(Records contained in a dataset)
################

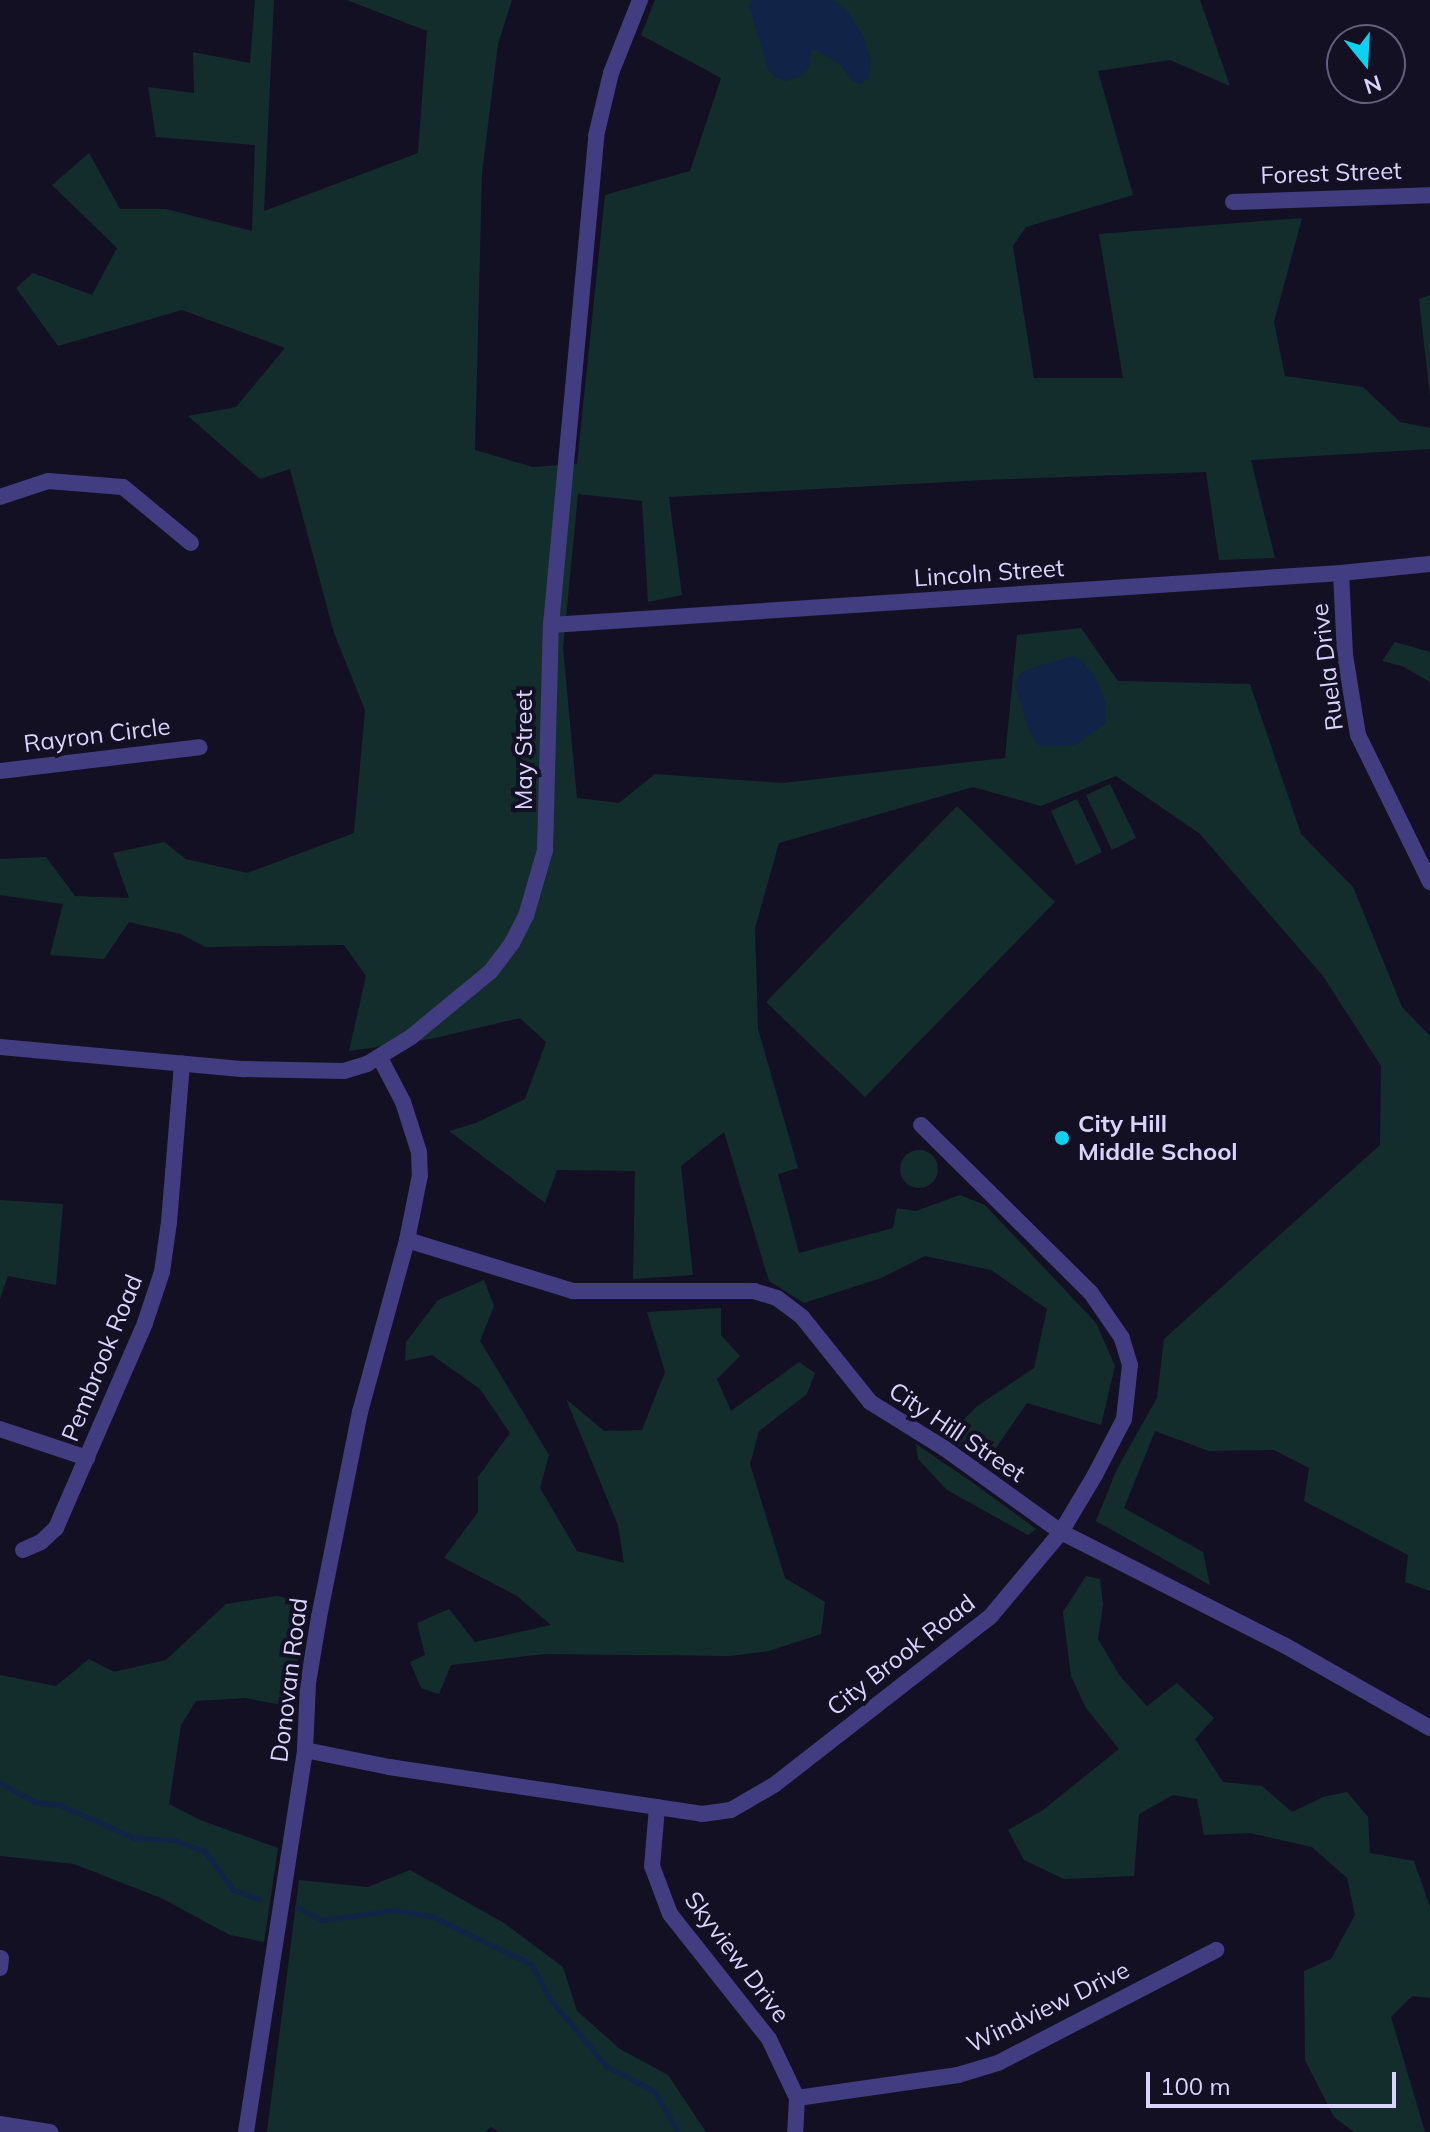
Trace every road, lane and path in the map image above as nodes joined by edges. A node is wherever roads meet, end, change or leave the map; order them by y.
1 (640, 0) edge
2 (1430, 195) edge
3 (1233, 202) dead end
4 (0, 497) edge
5 (191, 543) dead end
6 (1430, 564) edge
7 (1341, 573) junction
8 (551, 625) junction
9 (200, 747) dead end
10 (0, 771) edge
11 (1430, 882) edge
12 (0, 1047) edge
13 (380, 1058) junction
14 (182, 1064) junction
15 (921, 1125) dead end
16 (407, 1240) junction
17 (0, 1429) edge
18 (87, 1458) junction
19 (1061, 1532) junction
20 (23, 1550) dead end
21 (1430, 1728) edge
22 (305, 1750) junction
23 (657, 1807) junction
24 (1216, 1950) dead end
25 (797, 2098) junction
26 (0, 2124) edge
27 (50, 2132) edge
28 (246, 2132) edge
29 (795, 2132) edge

1 - 8 street, May Street
2 - 3 street, Forest Street
4 - 5 street
6 - 7 street, Lincoln Street
7 - 8 street, Lincoln Street
7 - 11 street, Ruela Drive
8 - 13 street, May Street
9 - 10 street, Rayron Circle
12 - 14 street, May Street
13 - 14 street, May Street
13 - 16 street
14 - 18 street, Pembrook Road
15 - 19 street, City Brook Road
16 - 19 street, City Hill Street
16 - 22 street, Donovan Road
17 - 18 street
18 - 20 street, Pembrook Road
19 - 21 street, City Hill Street
19 - 23 street, City Brook Road
22 - 23 street, City Brook Road
22 - 28 street, Donovan Road
23 - 25 street, Skyview Drive
24 - 25 street, Windview Drive
25 - 29 street, Skyview Drive
26 - 27 street

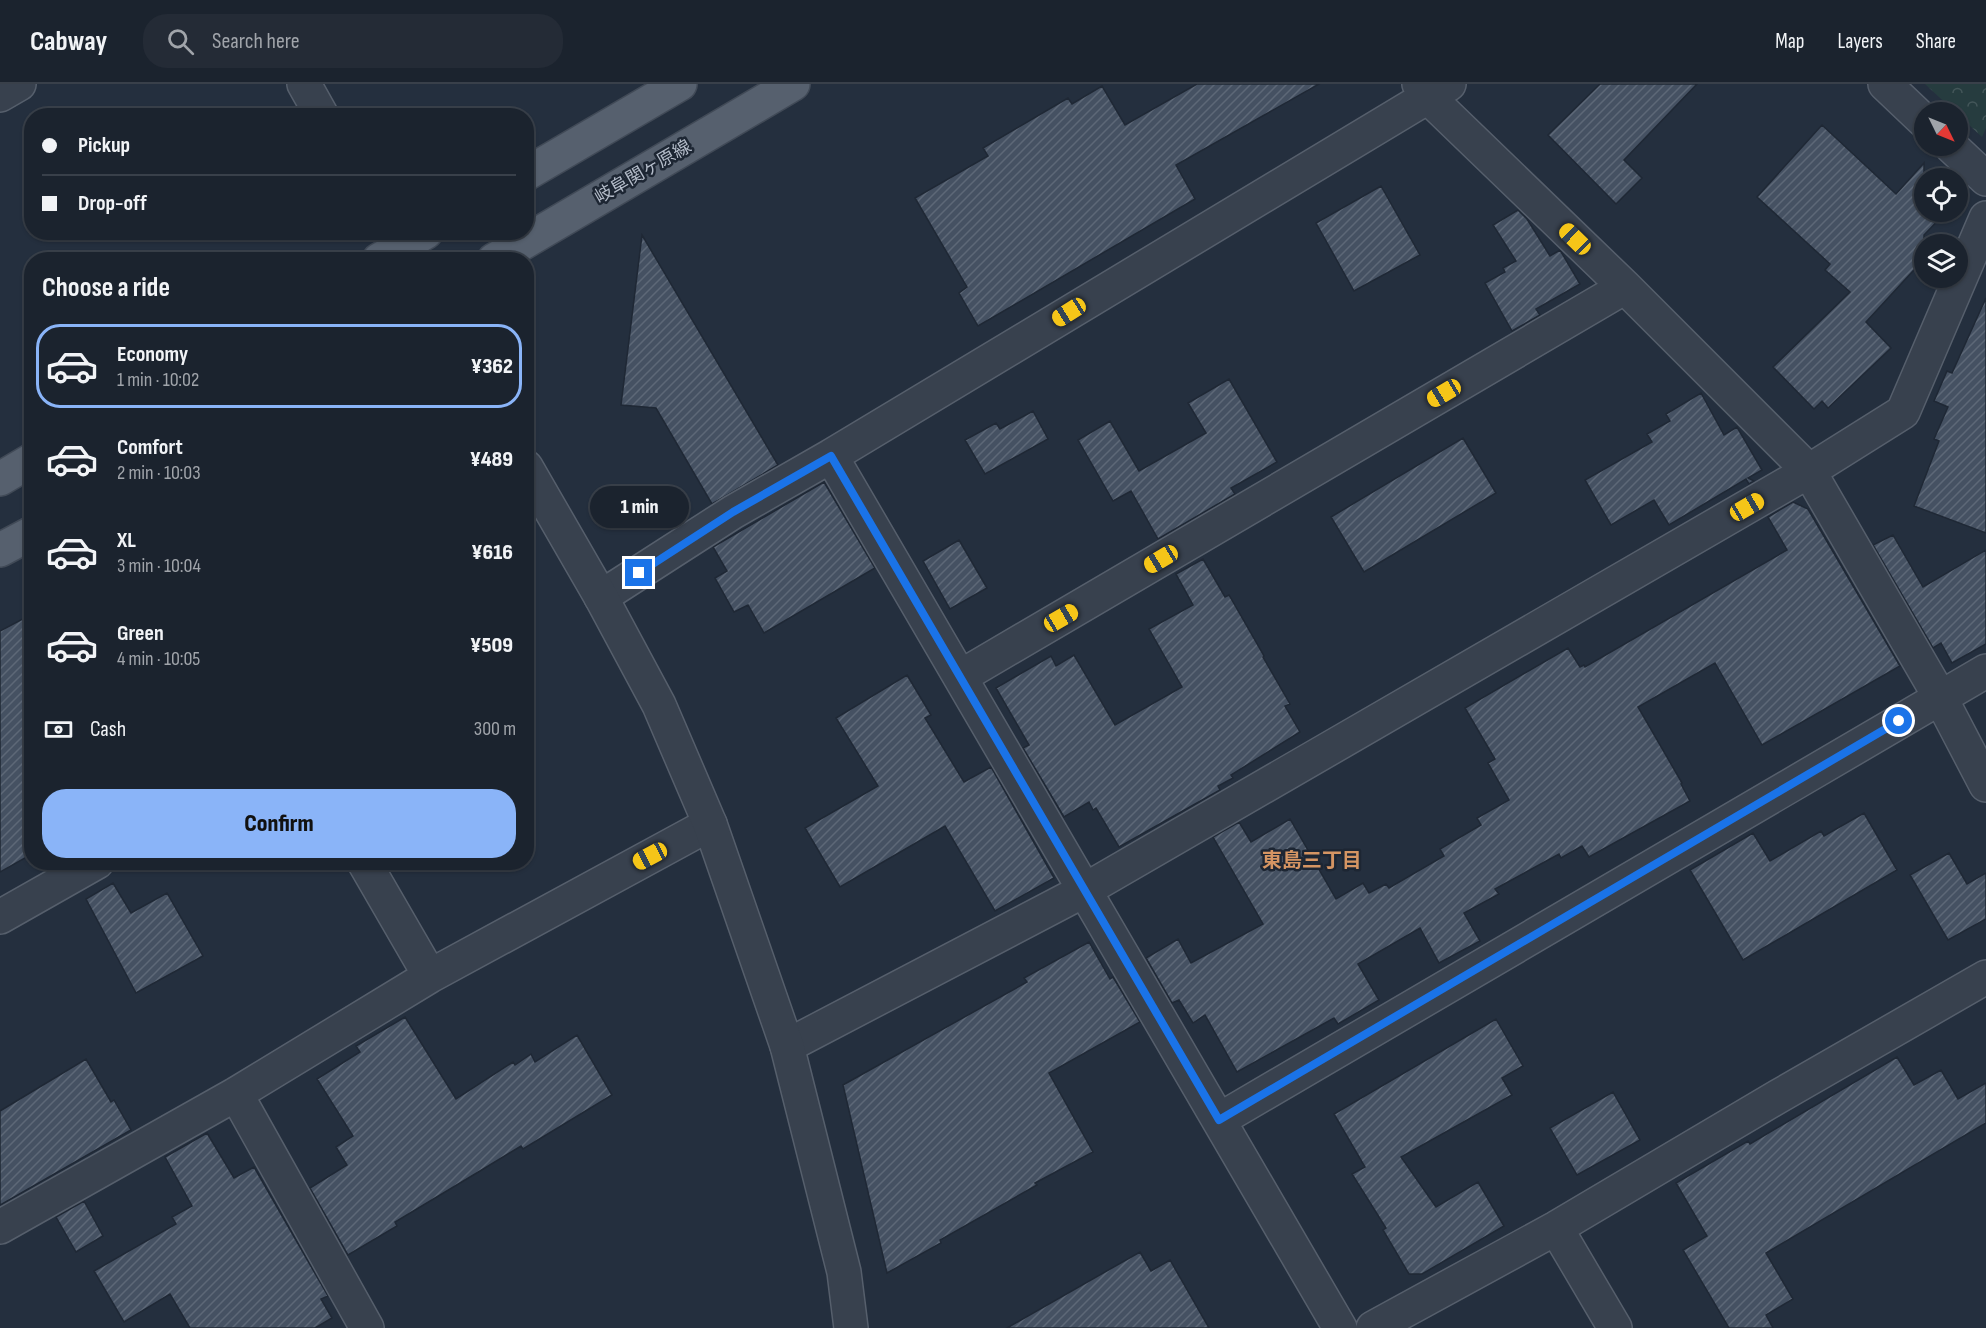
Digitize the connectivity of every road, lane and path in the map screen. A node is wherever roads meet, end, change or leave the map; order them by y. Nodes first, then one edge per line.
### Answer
1 (19, 84) edge
2 (304, 84) edge
3 (680, 84) edge
4 (793, 84) edge
5 (1886, 84) edge
6 (1432, 88) edge
7 (0, 95) edge
8 (318, 108) edge
9 (1914, 111) edge
10 (1962, 156) edge
11 (534, 169) edge
12 (1986, 179) edge
13 (1986, 218) edge
14 (534, 236) edge
15 (528, 240) edge
16 (508, 252) edge
17 (1625, 287) junction
18 (831, 456) junction
19 (24, 465) edge
20 (1809, 471) junction
21 (0, 479) edge
22 (534, 481) edge
23 (24, 537) edge
24 (0, 550) edge
25 (601, 597) junction
26 (1986, 671) edge
27 (960, 677) junction
28 (1940, 697) junction
29 (1986, 785) edge
30 (710, 824) junction
31 (83, 870) edge
32 (369, 870) edge
33 (1085, 890) junction
34 (0, 917) edge
35 (430, 976) junction
36 (1986, 977) edge
37 (787, 1046) junction
38 (236, 1094) junction
39 (1219, 1120) junction
40 (0, 1227) edge
41 (1556, 1228) junction
42 (367, 1328) edge
43 (850, 1328) edge
44 (1340, 1328) edge
45 (1373, 1328) edge
46 (1615, 1328) edge

1 - 7 street
2 - 8 street
3 - 11 main road
4 - 14 main road, 岐阜関ヶ原線
5 - 9 street
6 - 17 street
6 - 18 street
10 - 12 street
13 - 20 street
15 - 16 main road, 岐阜関ヶ原線
17 - 20 street
17 - 27 street
18 - 25 street
18 - 27 street
19 - 21 main road
20 - 28 street
20 - 33 street
22 - 25 street
23 - 24 main road
25 - 30 street
26 - 28 street
27 - 33 street
28 - 29 street
28 - 39 street
30 - 35 street
30 - 37 street
31 - 34 street
32 - 35 street
33 - 37 street
33 - 39 street
35 - 38 street
36 - 41 street
37 - 43 street
38 - 40 street
38 - 42 street
39 - 44 street
41 - 45 street
41 - 46 street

################

### What is required
Repeat the records in full, exactly as they appear, but with the pictures removed.

### Your solution
Trace every road, lane and path in the map image above as nodes joined by edges. A node is wherever roads meet, end, change or leave the map; order them by y.
1 (640, 0) edge
2 (1430, 195) edge
3 (1233, 202) dead end
4 (0, 497) edge
5 (191, 543) dead end
6 (1430, 564) edge
7 (1341, 573) junction
8 (551, 625) junction
9 (200, 747) dead end
10 (0, 771) edge
11 (1430, 882) edge
12 (0, 1047) edge
13 (380, 1058) junction
14 (182, 1064) junction
15 (921, 1125) dead end
16 (407, 1240) junction
17 (0, 1429) edge
18 (87, 1458) junction
19 (1061, 1532) junction
20 (23, 1550) dead end
21 (1430, 1728) edge
22 (305, 1750) junction
23 (657, 1807) junction
24 (1216, 1950) dead end
25 (797, 2098) junction
26 (0, 2124) edge
27 (50, 2132) edge
28 (246, 2132) edge
29 (795, 2132) edge

1 - 8 street, May Street
2 - 3 street, Forest Street
4 - 5 street
6 - 7 street, Lincoln Street
7 - 8 street, Lincoln Street
7 - 11 street, Ruela Drive
8 - 13 street, May Street
9 - 10 street, Rayron Circle
12 - 14 street, May Street
13 - 14 street, May Street
13 - 16 street
14 - 18 street, Pembrook Road
15 - 19 street, City Brook Road
16 - 19 street, City Hill Street
16 - 22 street, Donovan Road
17 - 18 street
18 - 20 street, Pembrook Road
19 - 21 street, City Hill Street
19 - 23 street, City Brook Road
22 - 23 street, City Brook Road
22 - 28 street, Donovan Road
23 - 25 street, Skyview Drive
24 - 25 street, Windview Drive
25 - 29 street, Skyview Drive
26 - 27 street

Digitize the connectivity of every road, lane and path in the map screen. A node is wherever roads meet, end, change or leave the map; order them by y. Nodes first, then one edge per line.
### Answer
1 (19, 84) edge
2 (304, 84) edge
3 (680, 84) edge
4 (793, 84) edge
5 (1886, 84) edge
6 (1432, 88) edge
7 (0, 95) edge
8 (318, 108) edge
9 (1914, 111) edge
10 (1962, 156) edge
11 (534, 169) edge
12 (1986, 179) edge
13 (1986, 218) edge
14 (534, 236) edge
15 (528, 240) edge
16 (508, 252) edge
17 (1625, 287) junction
18 (831, 456) junction
19 (24, 465) edge
20 (1809, 471) junction
21 (0, 479) edge
22 (534, 481) edge
23 (24, 537) edge
24 (0, 550) edge
25 (601, 597) junction
26 (1986, 671) edge
27 (960, 677) junction
28 (1940, 697) junction
29 (1986, 785) edge
30 (710, 824) junction
31 (83, 870) edge
32 (369, 870) edge
33 (1085, 890) junction
34 (0, 917) edge
35 (430, 976) junction
36 (1986, 977) edge
37 (787, 1046) junction
38 (236, 1094) junction
39 (1219, 1120) junction
40 (0, 1227) edge
41 (1556, 1228) junction
42 (367, 1328) edge
43 (850, 1328) edge
44 (1340, 1328) edge
45 (1373, 1328) edge
46 (1615, 1328) edge

1 - 7 street
2 - 8 street
3 - 11 main road
4 - 14 main road, 岐阜関ヶ原線
5 - 9 street
6 - 17 street
6 - 18 street
10 - 12 street
13 - 20 street
15 - 16 main road, 岐阜関ヶ原線
17 - 20 street
17 - 27 street
18 - 25 street
18 - 27 street
19 - 21 main road
20 - 28 street
20 - 33 street
22 - 25 street
23 - 24 main road
25 - 30 street
26 - 28 street
27 - 33 street
28 - 29 street
28 - 39 street
30 - 35 street
30 - 37 street
31 - 34 street
32 - 35 street
33 - 37 street
33 - 39 street
35 - 38 street
36 - 41 street
37 - 43 street
38 - 40 street
38 - 42 street
39 - 44 street
41 - 45 street
41 - 46 street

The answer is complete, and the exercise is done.